Stored data entries
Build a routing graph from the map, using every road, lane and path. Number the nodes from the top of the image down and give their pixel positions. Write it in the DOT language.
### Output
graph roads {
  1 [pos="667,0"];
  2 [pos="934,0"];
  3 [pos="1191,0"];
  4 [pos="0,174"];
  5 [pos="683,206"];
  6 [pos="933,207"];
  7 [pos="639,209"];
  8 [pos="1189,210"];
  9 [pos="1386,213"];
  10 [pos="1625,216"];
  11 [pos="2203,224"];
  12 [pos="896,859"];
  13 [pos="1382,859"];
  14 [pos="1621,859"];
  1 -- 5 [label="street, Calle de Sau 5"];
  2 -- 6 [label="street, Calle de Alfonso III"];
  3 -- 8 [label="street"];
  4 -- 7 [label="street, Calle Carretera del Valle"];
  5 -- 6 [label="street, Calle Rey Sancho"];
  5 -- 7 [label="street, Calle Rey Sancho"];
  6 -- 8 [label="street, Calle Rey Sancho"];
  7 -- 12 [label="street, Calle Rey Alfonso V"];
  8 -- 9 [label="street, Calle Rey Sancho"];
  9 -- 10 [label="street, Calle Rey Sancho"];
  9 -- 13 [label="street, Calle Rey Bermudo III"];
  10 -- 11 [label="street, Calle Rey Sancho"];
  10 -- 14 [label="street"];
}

_Exercise brief_
Each line of the records above that includes the string "Calle" should be counted. Report the total alone.

_Answer to this exercise_
11